After years of rejecting attempts at repatriation and accompanying rehabilitation packages, leaders of Bru relief camps in Tripura have said they will “fully co-operate” with the Mizoram government to repatriate more than 5,000 families living there for almost two decades.
The Mizoram Bru Displaced People’s Forum (MBDPF) has said it welcomes the state government’s “assurance” to repatriate “each and every Bru” staying in the relief camps and “to further provide free rations for four years to the returnee Brus.” It has also welcomed the proposal to set up Central Monitoring Teams for the process.
The development comes after MBDPF leaders A Sawibunga, R Laldawngliana and Bruno Msha met officials from the Union Home Ministry and the state governments of Tripura and Mizoram in New Delhi last week. The new repatriation package has not been announced yet.
The Mizoram delegation’s head, Lalbiakzama, said the government was ready for the repatriation process and the original inhabitants of the state, particularly those who have been on its electoral rolls and their descendants, are welcome in Mizoram if they wish to return.
The last repatriation process, which took place between June and August this year, was a failure, with not a single Bru taking part in it after camp leaders rejected the rehabilitation package.
Thousands of Bru families left Mizoram in 1997 following ethnic violence over the killing of a Mizo official by Bru militants. They have lived in six relief camps in Tripura ever since, and only a little over a thousand families have come back since the repatriation packages began to be offered in 2010. However, most of them have returned on their own and not through the formal process, against which the resistance has been stiff.
In a letter to the MHA, the MBDPF leaders have demanded that 16 villages be set up to accommodate about 300 returnee families each, and that these villages be given the status of Village Councils (equivalents of panchayats). The body has also demanded land titles for the families who are allotted plots to build houses, and financial assistance enough to buy about 2.5 acres of farmland for each family.

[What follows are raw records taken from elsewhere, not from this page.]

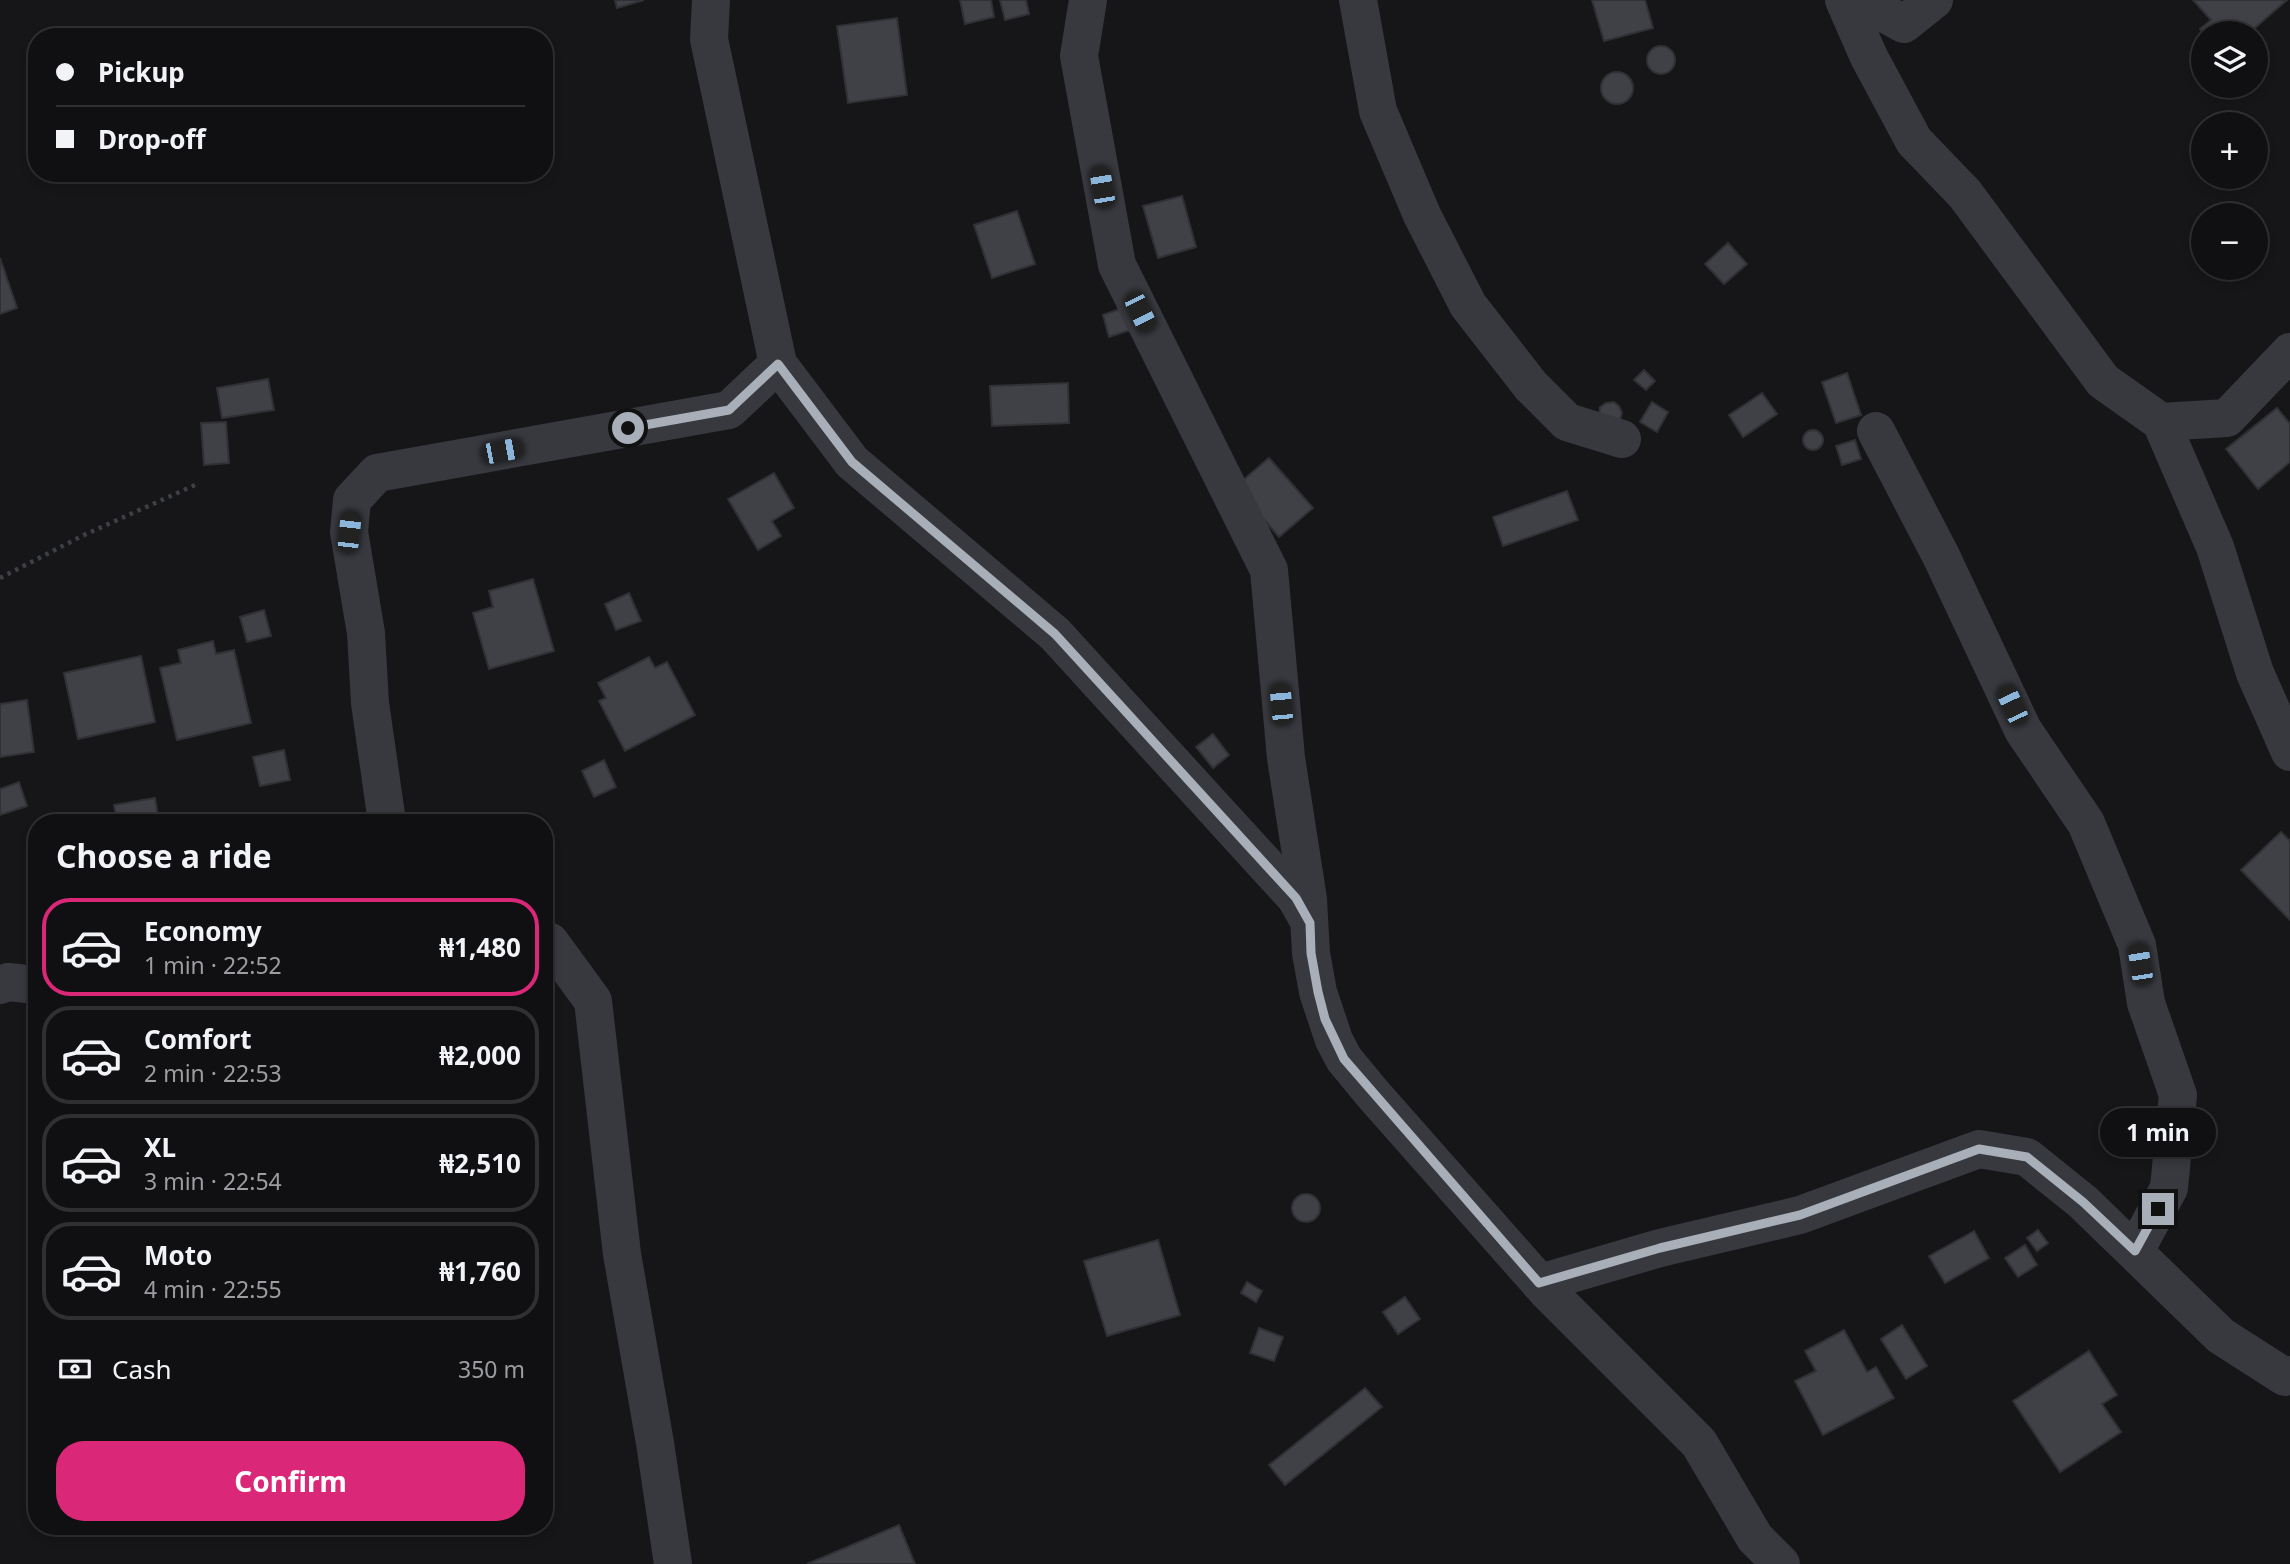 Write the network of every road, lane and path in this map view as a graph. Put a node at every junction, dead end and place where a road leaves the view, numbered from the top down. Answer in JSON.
{"nodes":[{"id":1,"x":712,"y":0,"type":"edge"},
{"id":2,"x":1088,"y":0,"type":"edge"},
{"id":3,"x":1358,"y":0,"type":"edge"},
{"id":4,"x":1844,"y":0,"type":"edge"},
{"id":5,"x":1860,"y":0,"type":"edge"},
{"id":6,"x":1934,"y":0,"type":"edge"},
{"id":7,"x":2290,"y":352,"type":"edge"},
{"id":8,"x":778,"y":364,"type":"junction"},
{"id":9,"x":2161,"y":422,"type":"junction"},
{"id":10,"x":1876,"y":430,"type":"dead end"},
{"id":11,"x":1622,"y":439,"type":"dead end"},
{"id":12,"x":195,"y":485,"type":"dead end"},
{"id":13,"x":0,"y":578,"type":"edge"},
{"id":14,"x":2290,"y":752,"type":"edge"},
{"id":15,"x":386,"y":814,"type":"edge"},
{"id":16,"x":1310,"y":923,"type":"junction"},
{"id":17,"x":553,"y":946,"type":"edge"},
{"id":18,"x":28,"y":984,"type":"edge"},
{"id":19,"x":0,"y":985,"type":"edge"},
{"id":20,"x":2135,"y":1251,"type":"junction"},
{"id":21,"x":1539,"y":1283,"type":"junction"},
{"id":22,"x":2290,"y":1376,"type":"edge"},
{"id":23,"x":1775,"y":1562,"type":"edge"},
{"id":24,"x":673,"y":1564,"type":"edge"}],
"edges":[{"from":1,"to":8,"type":"street"},
{"from":2,"to":16,"type":"street"},
{"from":3,"to":11,"type":"street"},
{"from":4,"to":9,"type":"street"},
{"from":5,"to":6,"type":"street"},
{"from":7,"to":9,"type":"street"},
{"from":8,"to":15,"type":"street"},
{"from":8,"to":16,"type":"street"},
{"from":9,"to":14,"type":"street"},
{"from":10,"to":20,"type":"street"},
{"from":12,"to":13,"type":"path"},
{"from":16,"to":21,"type":"street"},
{"from":17,"to":24,"type":"street"},
{"from":18,"to":19,"type":"street"},
{"from":20,"to":21,"type":"street"},
{"from":20,"to":22,"type":"street"},
{"from":21,"to":23,"type":"street"}]}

In a separate letter to the Election Commission of India, the MBDPF has demanded that Mizoram’s Chief Electoral Officer be directed to carry out hearings for electoral roll revisions in the relief camps. In case of apprehensions about law and order problems, the MBDPF wants deputing of Election Observers or the Tripura CEO making arrangements.
Mizoram CEO Manisha Saxena had warned the MHA about potential law and order issues if election officials from the state are sent to the relief camps. NGOs, student unions as well as political parties in Mizoram had recently opposed voting rights for the camp residents in the camps, who, they said, refuse to come back to the state in spite of several attempts to bring them back over half a decade.